* EXERCISE GOAL *
Before writing anything, find the line that contains "cr.set_font_size(size)", then retype the entries below exactly from their first line through that one, without pictures.

+ + + + + + +

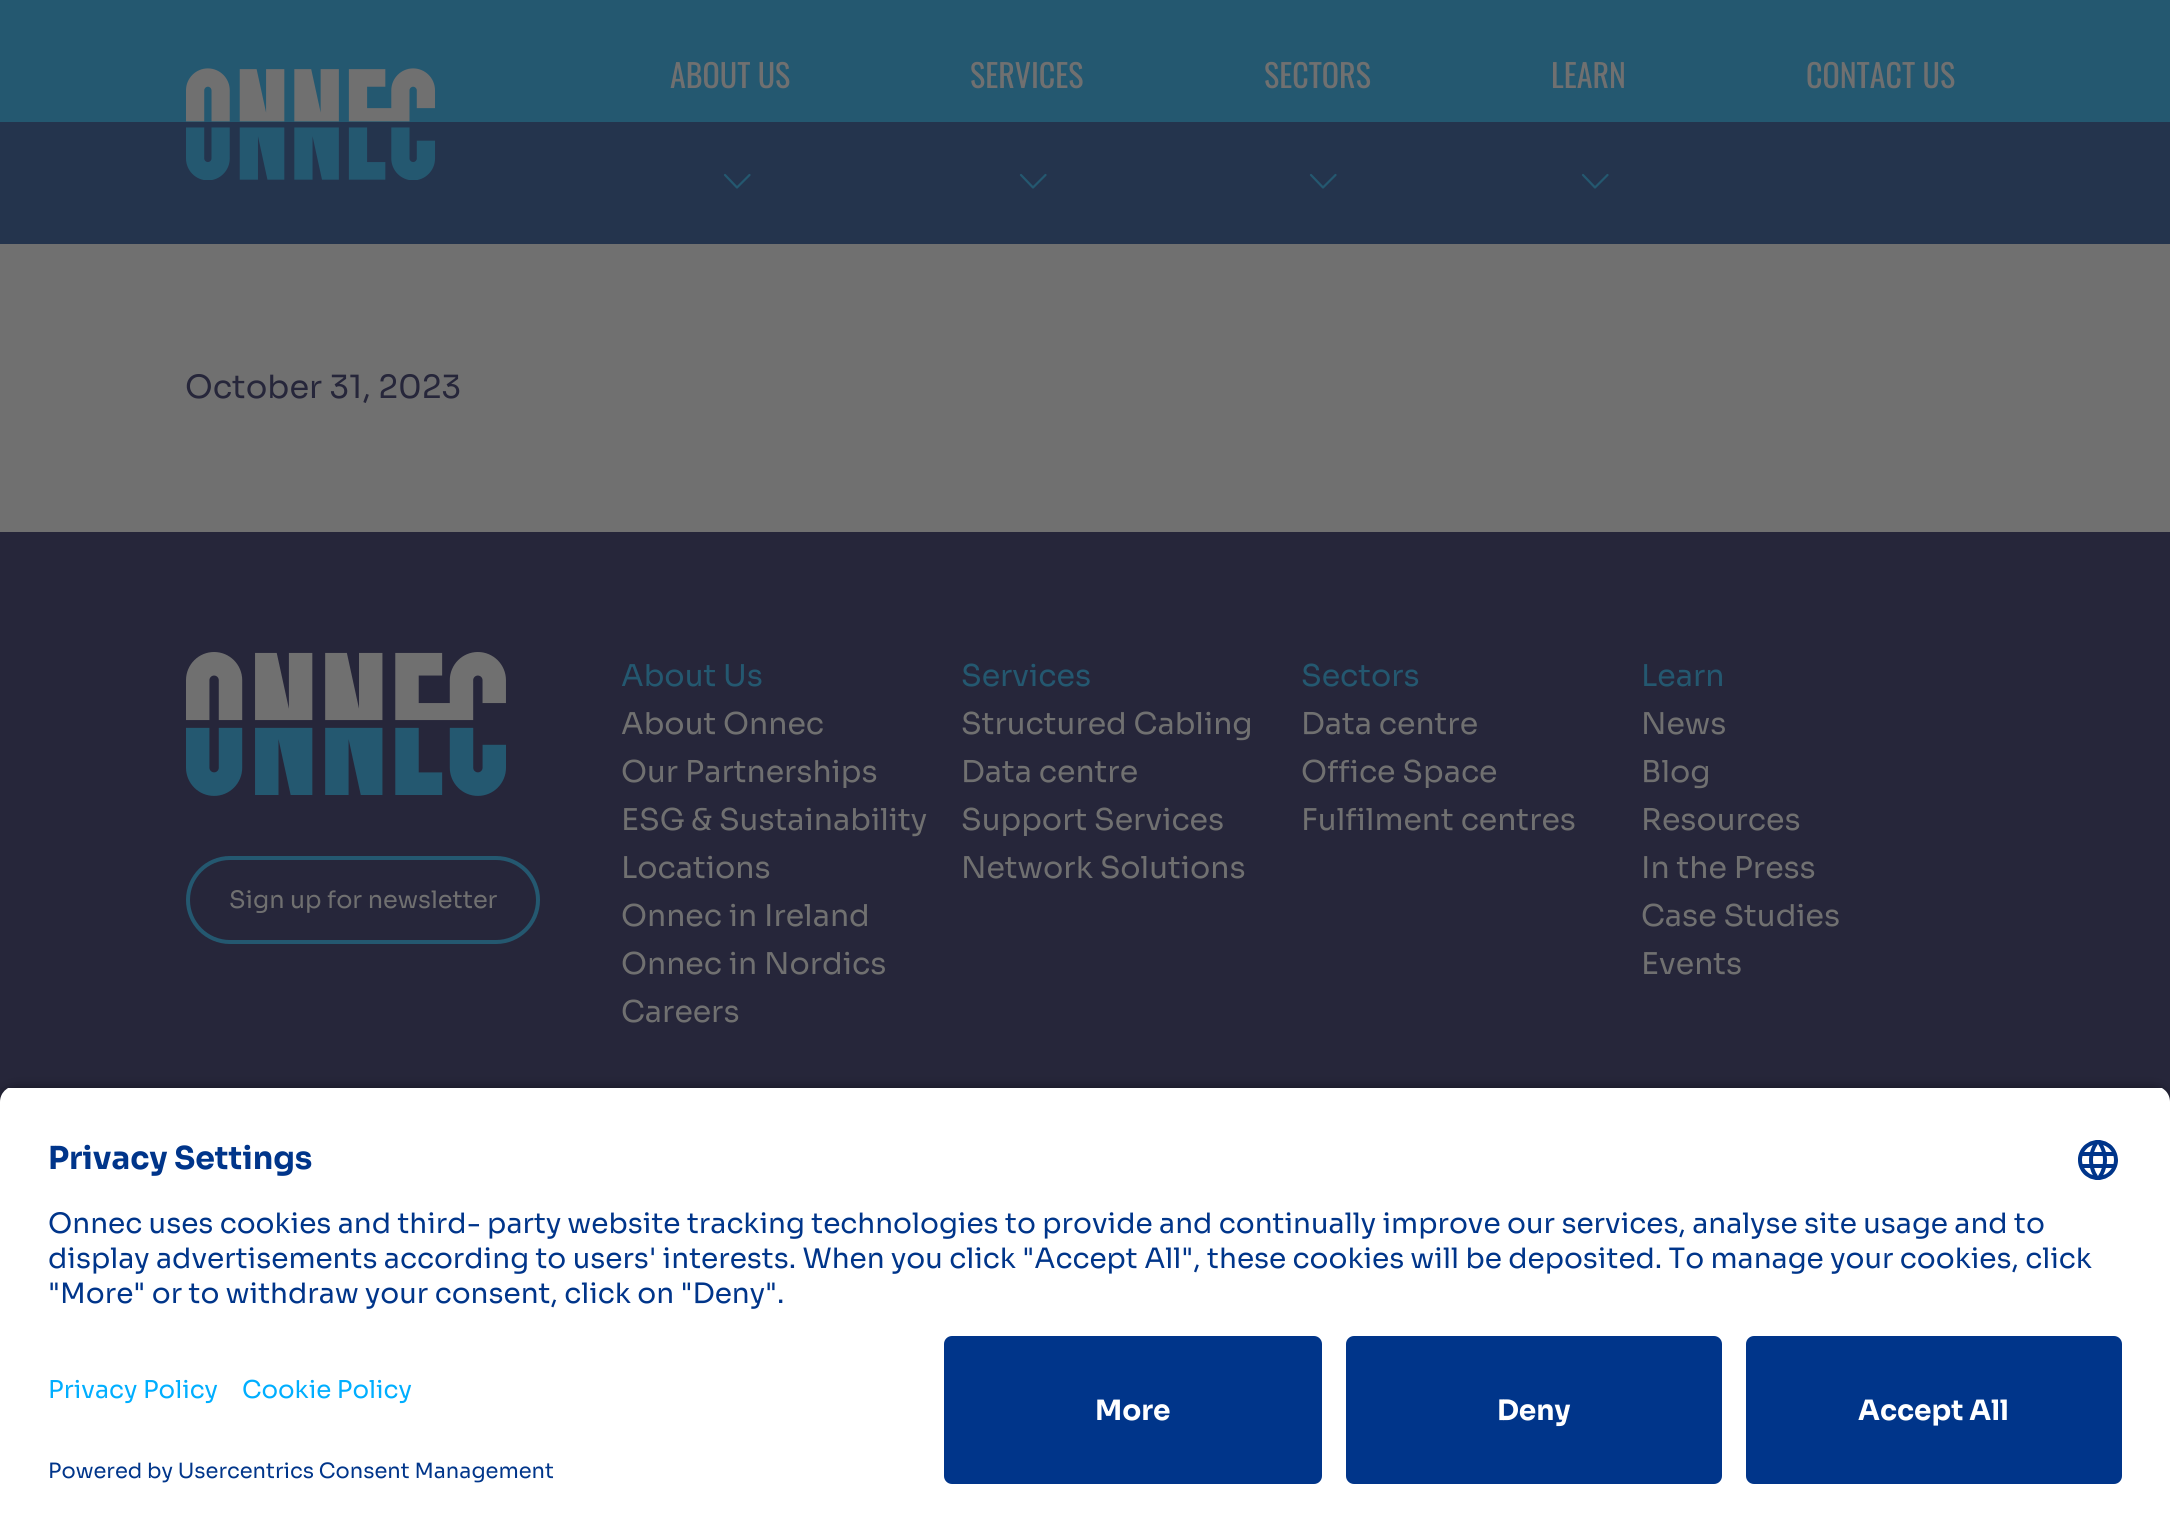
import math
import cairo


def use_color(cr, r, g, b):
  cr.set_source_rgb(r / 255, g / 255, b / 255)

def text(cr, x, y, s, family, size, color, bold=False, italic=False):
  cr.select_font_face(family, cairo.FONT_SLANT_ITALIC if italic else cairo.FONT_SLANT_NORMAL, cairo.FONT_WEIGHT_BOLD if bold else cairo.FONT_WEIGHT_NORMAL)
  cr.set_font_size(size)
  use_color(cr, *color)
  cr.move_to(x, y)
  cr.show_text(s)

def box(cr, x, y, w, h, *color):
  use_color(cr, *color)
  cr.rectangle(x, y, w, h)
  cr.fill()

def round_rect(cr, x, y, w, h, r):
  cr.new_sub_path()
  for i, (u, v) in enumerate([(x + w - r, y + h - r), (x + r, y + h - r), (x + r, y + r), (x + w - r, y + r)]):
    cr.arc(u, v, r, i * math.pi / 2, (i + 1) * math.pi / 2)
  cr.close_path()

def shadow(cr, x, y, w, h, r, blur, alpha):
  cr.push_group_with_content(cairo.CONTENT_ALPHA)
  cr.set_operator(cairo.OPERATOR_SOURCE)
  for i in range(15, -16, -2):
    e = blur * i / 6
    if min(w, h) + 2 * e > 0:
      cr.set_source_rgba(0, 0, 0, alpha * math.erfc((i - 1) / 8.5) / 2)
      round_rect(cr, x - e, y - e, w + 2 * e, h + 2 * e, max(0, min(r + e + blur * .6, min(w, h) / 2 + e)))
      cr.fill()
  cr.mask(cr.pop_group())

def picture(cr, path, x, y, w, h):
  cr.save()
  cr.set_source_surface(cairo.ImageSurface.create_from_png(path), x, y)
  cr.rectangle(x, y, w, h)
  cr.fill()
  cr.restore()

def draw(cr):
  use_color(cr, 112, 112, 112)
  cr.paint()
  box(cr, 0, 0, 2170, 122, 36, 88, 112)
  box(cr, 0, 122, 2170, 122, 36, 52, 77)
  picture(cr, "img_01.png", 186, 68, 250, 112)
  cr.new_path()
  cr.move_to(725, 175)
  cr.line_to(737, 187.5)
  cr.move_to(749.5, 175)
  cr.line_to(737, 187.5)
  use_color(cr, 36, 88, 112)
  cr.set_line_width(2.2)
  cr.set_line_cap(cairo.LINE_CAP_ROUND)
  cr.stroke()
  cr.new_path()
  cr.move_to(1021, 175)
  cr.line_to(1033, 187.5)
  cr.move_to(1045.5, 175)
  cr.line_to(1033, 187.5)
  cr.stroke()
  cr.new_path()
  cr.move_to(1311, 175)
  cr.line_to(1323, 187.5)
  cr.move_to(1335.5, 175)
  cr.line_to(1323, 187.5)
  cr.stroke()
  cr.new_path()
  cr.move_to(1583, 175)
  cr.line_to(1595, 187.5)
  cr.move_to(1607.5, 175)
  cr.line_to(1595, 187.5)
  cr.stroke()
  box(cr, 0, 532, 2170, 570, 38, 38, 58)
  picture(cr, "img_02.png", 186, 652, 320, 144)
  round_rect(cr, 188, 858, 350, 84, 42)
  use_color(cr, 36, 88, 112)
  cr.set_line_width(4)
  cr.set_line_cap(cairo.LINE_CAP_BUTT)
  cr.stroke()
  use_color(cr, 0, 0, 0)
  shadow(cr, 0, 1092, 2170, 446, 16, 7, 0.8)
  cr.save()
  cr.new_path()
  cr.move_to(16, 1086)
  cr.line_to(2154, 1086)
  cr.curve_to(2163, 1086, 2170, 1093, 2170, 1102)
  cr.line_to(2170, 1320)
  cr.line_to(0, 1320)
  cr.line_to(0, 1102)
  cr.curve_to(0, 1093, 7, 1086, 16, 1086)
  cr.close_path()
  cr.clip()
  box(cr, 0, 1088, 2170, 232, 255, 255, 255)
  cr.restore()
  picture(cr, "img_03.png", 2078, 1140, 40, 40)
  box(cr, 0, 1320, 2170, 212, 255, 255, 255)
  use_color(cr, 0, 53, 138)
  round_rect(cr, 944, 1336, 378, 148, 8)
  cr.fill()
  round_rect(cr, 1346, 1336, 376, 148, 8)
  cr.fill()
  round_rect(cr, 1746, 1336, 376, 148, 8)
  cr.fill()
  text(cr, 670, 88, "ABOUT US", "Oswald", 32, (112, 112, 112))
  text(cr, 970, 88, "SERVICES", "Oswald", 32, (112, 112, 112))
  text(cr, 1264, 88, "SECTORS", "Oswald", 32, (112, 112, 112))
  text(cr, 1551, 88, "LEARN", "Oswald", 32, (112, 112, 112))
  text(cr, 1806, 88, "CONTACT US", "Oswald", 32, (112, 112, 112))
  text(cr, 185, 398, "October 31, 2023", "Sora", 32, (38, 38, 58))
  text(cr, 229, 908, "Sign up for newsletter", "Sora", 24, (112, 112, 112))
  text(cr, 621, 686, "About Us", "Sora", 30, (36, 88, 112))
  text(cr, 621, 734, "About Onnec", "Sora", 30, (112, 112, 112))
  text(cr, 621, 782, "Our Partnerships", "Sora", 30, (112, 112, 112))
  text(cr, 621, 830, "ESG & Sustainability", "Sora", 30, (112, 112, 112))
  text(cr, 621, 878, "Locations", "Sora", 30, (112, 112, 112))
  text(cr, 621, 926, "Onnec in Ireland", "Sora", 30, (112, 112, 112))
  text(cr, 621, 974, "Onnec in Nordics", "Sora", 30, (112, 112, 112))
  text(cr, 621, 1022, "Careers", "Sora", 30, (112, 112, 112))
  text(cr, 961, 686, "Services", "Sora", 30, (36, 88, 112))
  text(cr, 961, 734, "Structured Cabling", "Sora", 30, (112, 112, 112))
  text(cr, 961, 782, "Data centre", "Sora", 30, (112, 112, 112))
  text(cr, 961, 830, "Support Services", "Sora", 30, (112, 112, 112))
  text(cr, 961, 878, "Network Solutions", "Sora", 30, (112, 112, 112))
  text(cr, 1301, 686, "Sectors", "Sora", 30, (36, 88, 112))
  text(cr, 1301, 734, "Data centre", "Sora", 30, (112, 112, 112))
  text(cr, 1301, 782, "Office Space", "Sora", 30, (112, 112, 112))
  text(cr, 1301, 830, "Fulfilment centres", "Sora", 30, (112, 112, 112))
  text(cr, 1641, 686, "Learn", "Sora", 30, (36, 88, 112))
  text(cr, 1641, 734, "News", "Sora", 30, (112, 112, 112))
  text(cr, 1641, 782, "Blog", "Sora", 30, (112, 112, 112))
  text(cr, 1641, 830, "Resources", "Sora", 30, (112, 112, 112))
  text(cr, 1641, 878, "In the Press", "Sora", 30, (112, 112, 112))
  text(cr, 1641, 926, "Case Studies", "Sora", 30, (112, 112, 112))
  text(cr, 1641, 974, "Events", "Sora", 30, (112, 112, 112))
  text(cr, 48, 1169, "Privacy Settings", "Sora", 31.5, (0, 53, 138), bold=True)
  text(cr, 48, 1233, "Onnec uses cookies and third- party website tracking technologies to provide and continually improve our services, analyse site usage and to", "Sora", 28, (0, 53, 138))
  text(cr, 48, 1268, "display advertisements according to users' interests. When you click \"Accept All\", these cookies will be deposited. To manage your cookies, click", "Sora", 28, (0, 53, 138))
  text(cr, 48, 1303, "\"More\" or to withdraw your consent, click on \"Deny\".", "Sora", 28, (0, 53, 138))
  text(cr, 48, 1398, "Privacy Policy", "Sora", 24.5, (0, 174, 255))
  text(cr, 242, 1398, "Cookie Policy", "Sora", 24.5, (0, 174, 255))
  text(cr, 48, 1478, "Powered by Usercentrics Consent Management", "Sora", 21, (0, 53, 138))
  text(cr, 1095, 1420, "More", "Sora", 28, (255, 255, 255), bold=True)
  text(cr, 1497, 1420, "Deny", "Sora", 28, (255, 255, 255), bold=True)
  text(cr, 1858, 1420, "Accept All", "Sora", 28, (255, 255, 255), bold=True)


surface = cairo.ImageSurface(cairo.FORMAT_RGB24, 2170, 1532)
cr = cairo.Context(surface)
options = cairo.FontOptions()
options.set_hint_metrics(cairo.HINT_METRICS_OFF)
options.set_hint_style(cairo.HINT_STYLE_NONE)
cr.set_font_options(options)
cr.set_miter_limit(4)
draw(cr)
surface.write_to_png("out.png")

+ + + + + + +

* EXERCISE SOLUTION *
import math
import cairo


def use_color(cr, r, g, b):
  cr.set_source_rgb(r / 255, g / 255, b / 255)

def text(cr, x, y, s, family, size, color, bold=False, italic=False):
  cr.select_font_face(family, cairo.FONT_SLANT_ITALIC if italic else cairo.FONT_SLANT_NORMAL, cairo.FONT_WEIGHT_BOLD if bold else cairo.FONT_WEIGHT_NORMAL)
  cr.set_font_size(size)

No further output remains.